Understanding Neural Networks and the Training Process
Training a neural network involves a lot of mathematics, including linear algebra and multivariate calculus, and a lot of computation. The purpose of this short article is to illustrate the concepts involved in training without diving deeply into the details of the mathematics. Neural networks—and, more broadly, most predictive models—perform either classification, regression, or some combination of the two.
The primary difference between these types of models is the nature of the output; the output of a classification model is categorical and the output of a regression model is numerical. Since the internal mechanics of these models are nearly identical, we focus our attention in this article on classification models, though we will point out (when practical) a few of the subtle differences along the way.

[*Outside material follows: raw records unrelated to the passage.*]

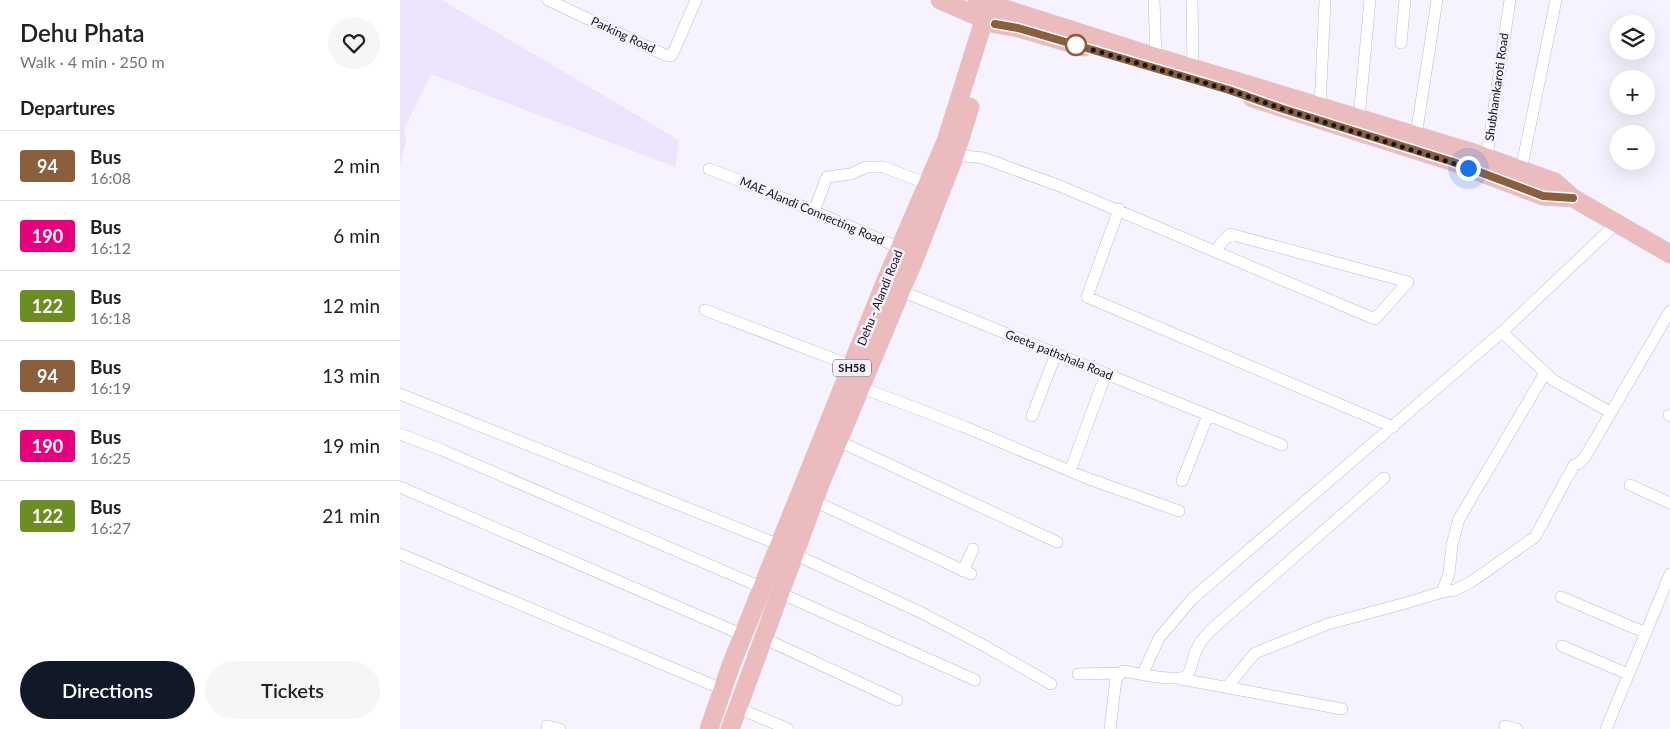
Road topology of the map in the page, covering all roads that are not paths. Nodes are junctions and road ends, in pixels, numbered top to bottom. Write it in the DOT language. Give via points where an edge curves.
graph roads {
  1 [pos="548,0"];
  2 [pos="696,0"];
  3 [pos="940,0"];
  4 [pos="1154,0"];
  5 [pos="1192,0"];
  6 [pos="1325,0"];
  7 [pos="1370,0"];
  8 [pos="1405,0"];
  9 [pos="1436,0"];
  10 [pos="1510,0"];
  11 [pos="1556,0"];
  12 [pos="989,11"];
  13 [pos="1401,43"];
  14 [pos="1155,62"];
  15 [pos="1192,74"];
  16 [pos="1318,113"];
  17 [pos="1357,124"];
  18 [pos="1413,142"];
  19 [pos="955,155"];
  20 [pos="1484,166"];
  21 [pos="709,169"];
  22 [pos="1520,178"];
  23 [pos="928,184"];
  24 [pos="1119,209"];
  25 [pos="814,212"];
  26 [pos="1617,223"];
  27 [pos="1216,251"];
  28 [pos="908,252"];
  29 [pos="1670,254"];
  30 [pos="892,288"];
  31 [pos="705,310"];
  32 [pos="1670,311"];
  33 [pos="1502,332"];
  34 [pos="1056,354"];
  35 [pos="852,366"];
  36 [pos="1546,373"];
  37 [pos="1106,374"];
  38 [pos="860,387"];
  39 [pos="400,394"];
  40 [pos="1610,412"];
  41 [pos="1208,415"];
  42 [pos="1032,416"];
  43 [pos="1393,427"];
  44 [pos="400,434"];
  45 [pos="832,437"];
  46 [pos="1282,445"];
  47 [pos="1070,471"];
  48 [pos="1384,478"];
  49 [pos="1182,481"];
  50 [pos="1630,485"];
  51 [pos="400,487"];
  52 [pos="814,501"];
  53 [pos="1670,503"];
  54 [pos="1179,512"];
  55 [pos="1057,542"];
  56 [pos="787,549"];
  57 [pos="973,549"];
  58 [pos="400,554"];
  59 [pos="1670,574"];
  60 [pos="763,588"];
  61 [pos="1442,592"];
  62 [pos="780,593"];
  63 [pos="1561,597"];
  64 [pos="1646,632"];
  65 [pos="743,635"];
  66 [pos="763,638"];
  67 [pos="1562,646"];
  68 [pos="1120,673"];
  69 [pos="1078,674"];
  70 [pos="1143,674"];
  71 [pos="1628,674"];
  72 [pos="1181,679"];
  73 [pos="975,680"];
  74 [pos="1051,684"];
  75 [pos="1227,687"];
  76 [pos="722,689"];
  77 [pos="896,700"];
  78 [pos="738,708"];
  79 [pos="1342,709"];
  80 [pos="547,726"];
  81 [pos="560,729"];
  82 [pos="708,729"];
  83 [pos="730,729"];
  84 [pos="788,729"];
  85 [pos="1110,729"];
  86 [pos="1606,729"];
  1 -- 2 [label="street, Parking Road" via="671,56"];
  3 -- 12 [label="main road"];
  4 -- 14 [label="street"];
  5 -- 15 [label="street"];
  6 -- 16 [label="street"];
  7 -- 17 [label="street"];
  8 -- 13 [label="street"];
  9 -- 18 [label="street"];
  10 -- 20 [label="street, Shubhamkaroti Road"];
  11 -- 22 [label="street"];
  12 -- 14 [label="main road"];
  12 -- 19 [label="main road, Dehu - Alandi Road / SH58"];
  12 -- 23 [label="main road, Dehu - Alandi Road / SH58" via="953,122"];
  14 -- 15 [label="main road"];
  15 -- 16 [label="main road"];
  16 -- 17 [label="main road"];
  17 -- 18 [label="main road"];
  18 -- 20 [label="main road"];
  19 -- 24 [label="street" via="983,158"];
  19 -- 28 [label="main road, Dehu - Alandi Road / SH58"];
  20 -- 22 [label="main road"];
  21 -- 25 [label="street, MAE Alandi Connecting Road"];
  22 -- 26 [label="main road" via="1555,182 1573,198"];
  23 -- 25 [label="street" via="884,167 866,167 851,174 827,178"];
  23 -- 28 [label="main road, Dehu - Alandi Road / SH58"];
  24 -- 27 [label="street"];
  24 -- 43 [label="street" via="1087,297"];
  25 -- 28 [label="street, MAE Alandi Connecting Road"];
  26 -- 29 [label="main road"];
  26 -- 33 [label="street"];
  27 -- 27 [label="street" via="1230,234 1408,282 1376,319"];
  28 -- 30 [label="main road, Dehu - Alandi Road / SH58"];
  30 -- 34 [label="street, Geeta pathshala Road"];
  30 -- 35 [label="main road, Dehu - Alandi Road / SH58"];
  30 -- 38 [label="main road, Dehu - Alandi Road / SH58"];
  31 -- 35 [label="street"];
  32 -- 40 [label="street"];
  33 -- 36 [label="street"];
  33 -- 43 [label="street"];
  34 -- 37 [label="street, Geeta pathshala Road"];
  34 -- 42 [label="street"];
  35 -- 45 [label="main road, Dehu - Alandi Road / SH58"];
  36 -- 40 [label="street"];
  36 -- 61 [label="street" via="1459,519 1449,574"];
  37 -- 41 [label="street, Geeta pathshala Road"];
  37 -- 47 [label="street"];
  38 -- 45 [label="main road, Dehu - Alandi Road / SH58"];
  38 -- 47 [label="street"];
  39 -- 56 [label="street"];
  40 -- 61 [label="street" via="1582,461 1574,465 1535,537 1471,582 1456,590"];
  41 -- 46 [label="street, Geeta pathshala Road"];
  41 -- 49 [label="street"];
  43 -- 70 [label="street" via="1193,598 1159,638"];
  44 -- 60 [label="street"];
  45 -- 52 [label="main road, Dehu - Alandi Road / SH58"];
  45 -- 55 [label="street"];
  45 -- 56 [label="main road, Dehu - Alandi Road / SH58"];
  47 -- 54 [label="street"];
  48 -- 72 [label="street" via="1212,628 1196,649 1188,673"];
  50 -- 53 [label="street"];
  51 -- 65 [label="street"];
  52 -- 56 [label="main road, Dehu - Alandi Road / SH58"];
  52 -- 57 [label="street" via="967,573"];
  56 -- 60 [label="main road, Dehu - Alandi Road / SH58"];
  56 -- 62 [label="main road, Dehu - Alandi Road / SH58"];
  56 -- 74 [label="street" via="920,612"];
  58 -- 76 [label="street"];
  59 -- 64 [label="street"];
  60 -- 65 [label="main road, Dehu - Alandi Road / SH58"];
  61 -- 75 [label="street" via="1328,624 1255,653"];
  62 -- 66 [label="main road, Dehu - Alandi Road / SH58"];
  62 -- 73 [label="street"];
  63 -- 64 [label="street"];
  64 -- 71 [label="street"];
  65 -- 76 [label="main road, Dehu - Alandi Road / SH58"];
  66 -- 77 [label="street"];
  66 -- 78 [label="main road, Dehu - Alandi Road / SH58"];
  67 -- 71 [label="street"];
  68 -- 69 [label="street"];
  68 -- 70 [label="street"];
  68 -- 85 [label="street" via="1116,679"];
  70 -- 72 [label="street"];
  71 -- 86 [label="street"];
  72 -- 75 [label="street"];
  75 -- 79 [label="street"];
  76 -- 82 [label="main road, Dehu - Alandi Road / SH58"];
  78 -- 83 [label="main road, Dehu - Alandi Road / SH58"];
  78 -- 84 [label="street"];
  80 -- 81 [label="street"];
}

What Happens Inside a Neural Network?
A neural network is a sequence of one or more functions, often referred to as layers. The functions of a neural network contain learnable parameters—these are values or variables that change as the model is trained to improve the model's output. Broadly speaking, the functions inside a neural network serve one of two purposes:
- Score the data
- Transform the data such that the scoring function(s) perform better
Scoring Data Using Projections
The final layer of a neural network usually contains one or more learned vectors. For a classification model, there will be one vector representing each category into which the model will classify data; the vectors are described internally using learnable parameters.
A vector has both magnitude (length) and direction. Figure 1 shows an example vector representing a "dog" class along with two example data points. To score the data against this dog vector, we project each data point onto the dog vector and measure the length of that projection.

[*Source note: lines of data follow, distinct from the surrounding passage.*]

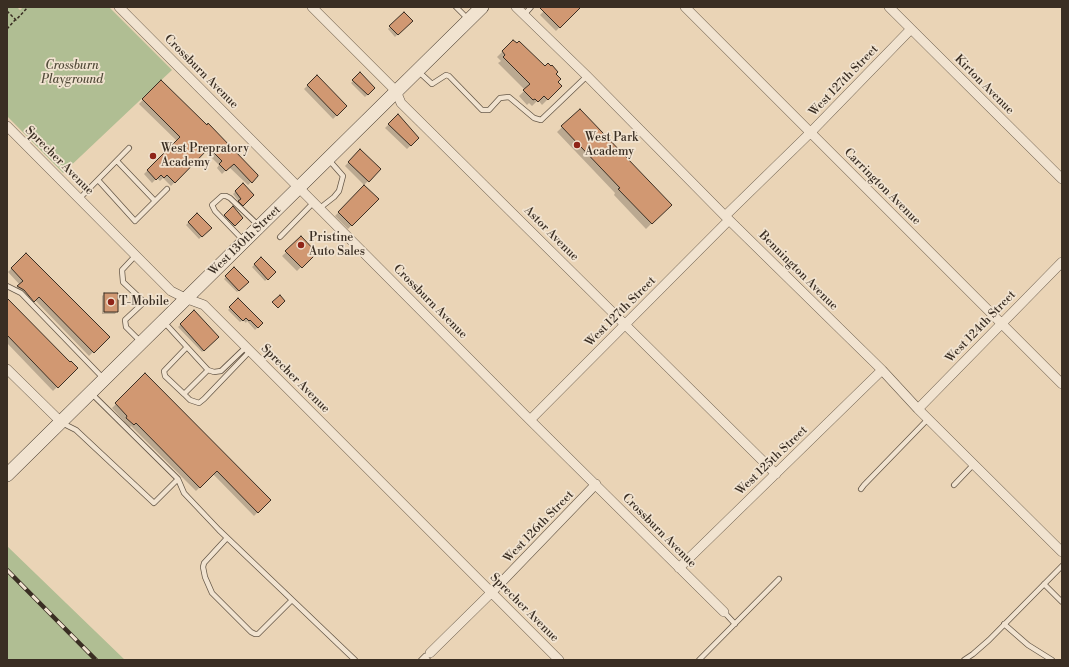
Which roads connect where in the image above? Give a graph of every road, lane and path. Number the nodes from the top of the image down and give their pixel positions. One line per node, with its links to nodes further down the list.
1 (28, 7): 12 (path)
2 (119, 7): 26 (street, Crossburn Avenue)
3 (312, 7): 18 (street, Astor Avenue)
4 (456, 7): 13 (lane)
5 (482, 7): 13 (main road, West 130th Street)
6 (516, 7): 11 (street, Bennington Avenue)
7 (531, 7): 11 (lane)
8 (685, 7): 20 (street, Carrington Avenue)
9 (889, 7): 15 (street, Kirton Avenue)
10 (7, 11): 12 (path)
11 (524, 14): 17 (street, Bennington Avenue)
12 (16, 20): 14 (path)
13 (469, 20): 16 (main road, West 130th Street)
14 (7, 29)
15 (911, 29): 20 (street, West 127th Street); 24 (street, Kirton Avenue)
16 (417, 71): 17 (lane); 18 (main road, West 130th Street)
17 (587, 76): 31 (street, Bennington Avenue)
18 (396, 91): 22 (main road, West 130th Street); 41 (street, Astor Avenue)
19 (7, 126): 28 (street, Sprecher Avenue)
20 (810, 133): 31 (street, West 127th Street); 40 (street, Carrington Avenue)
21 (129, 148): 23 (lane)
22 (328, 159): 26 (main road, West 130th Street); 30 (lane)
23 (117, 161): 25 (lane); 29 (lane)
24 (1062, 179)
25 (98, 180): 28 (lane); 29 (lane)
26 (300, 187): 30 (street, Crossburn Avenue); 32 (main road, West 130th Street)
27 (167, 188): 29 (lane)
28 (79, 199): 35 (street, Sprecher Avenue)
29 (155, 201)
30 (317, 205): 33 (lane); 54 (street, Crossburn Avenue)
31 (727, 218): 41 (street, West 127th Street); 47 (street, Bennington Avenue)
32 (260, 226): 34 (main road, West 130th Street); 34 (lane)
33 (280, 237)
34 (244, 242): 38 (main road, West 130th Street)
35 (136, 255): 38 (street, Sprecher Avenue); 42 (lane)
36 (1062, 262): 40 (street, West 124th Street)
37 (7, 286): 48 (lane)
38 (186, 298): 39 (main road, West 130th Street); 44 (street, Sprecher Avenue)
39 (163, 320): 42 (main road, West 130th Street); 43 (lane)
40 (1001, 323): 49 (street, Carrington Avenue); 52 (street, West 124th Street)
41 (625, 325): 54 (street, West 127th Street); 57 (street, Astor Avenue)
42 (141, 342): 48 (main road, West 130th Street)
43 (187, 347): 46 (lane); 51 (lane)
44 (248, 349): 46 (lane); 51 (lane); 69 (street, Sprecher Avenue)
45 (7, 369): 55 (street)
46 (208, 370): 51 (lane)
47 (882, 370): 52 (street, Bennington Avenue); 57 (street, West 125th Street)
48 (104, 379): 50 (main road, West 130th Street)
49 (1062, 384)
50 (91, 392): 55 (main road, West 130th Street); 59 (lane)
51 (184, 394)
52 (918, 409): 53 (street, Bennington Avenue)
53 (928, 419): 56 (street, Bennington Avenue); 62 (lane)
54 (530, 420): 60 (street, Crossburn Avenue)
55 (61, 422): 58 (main road, West 130th Street); 59 (lane)
56 (974, 464): 61 (lane); 64 (street, Bennington Avenue)
57 (776, 474): 66 (street, West 125th Street)
58 (7, 475)
59 (178, 479): 63 (lane)
60 (596, 484): 66 (street, Crossburn Avenue); 69 (street, West 126th Street)
61 (954, 485)
62 (861, 489)
63 (227, 538): 70 (lane); 70 (lane)
64 (1062, 552)
65 (1062, 566): 68 (lane)
66 (679, 568): 72 (street, Crossburn Avenue)
67 (779, 580): 73 (lane)
68 (1044, 584): 71 (lane); 74 (lane)
69 (492, 592): 75 (street, West 126th Street); 78 (street, Sprecher Avenue)
70 (292, 600): 76 (lane)
71 (1062, 602)
72 (724, 612): 73 (lane)
73 (735, 624): 79 (lane)
74 (1004, 624): 80 (lane); 81 (lane)
75 (429, 656): 77 (lane)
76 (354, 660)
77 (421, 660)
78 (559, 660)
79 (699, 660)
80 (964, 660)
81 (1052, 660)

Geometrically, the projection occurs by finding the closest point to the data point that lies on the line defined by the dog vector. The length of the projection is then the distance between the origin and that point. The numbers 1 and 2 on Figure 1 represent the lengths of the two projections.
Figure 1: These two data points are scored against a candidate "dog" vector by measuring the length of their projection onto the vector. The closer the data points are to the line (direction of the vector) and the farther away from the origin the points are, the larger their "dog" score.
It can happen that the projection of a data point onto the line defined by a vector falls on the opposite side of that line as does the vector. This is illustrated in Figure 2 where the left data point falls onto the "not cat" side of the "cat" vector. When this happens, the "length" computed for the score is assigned a negative value.
Figure 2: The same two data points from Figure 1 are, in this figure, scored against a different vector following the same procedure of measuring a projection. This example illustrates that a projection can have a negative length; this happens when the data point's direction from the origin is closer to the negative (opposite) of the vector being used for scoring.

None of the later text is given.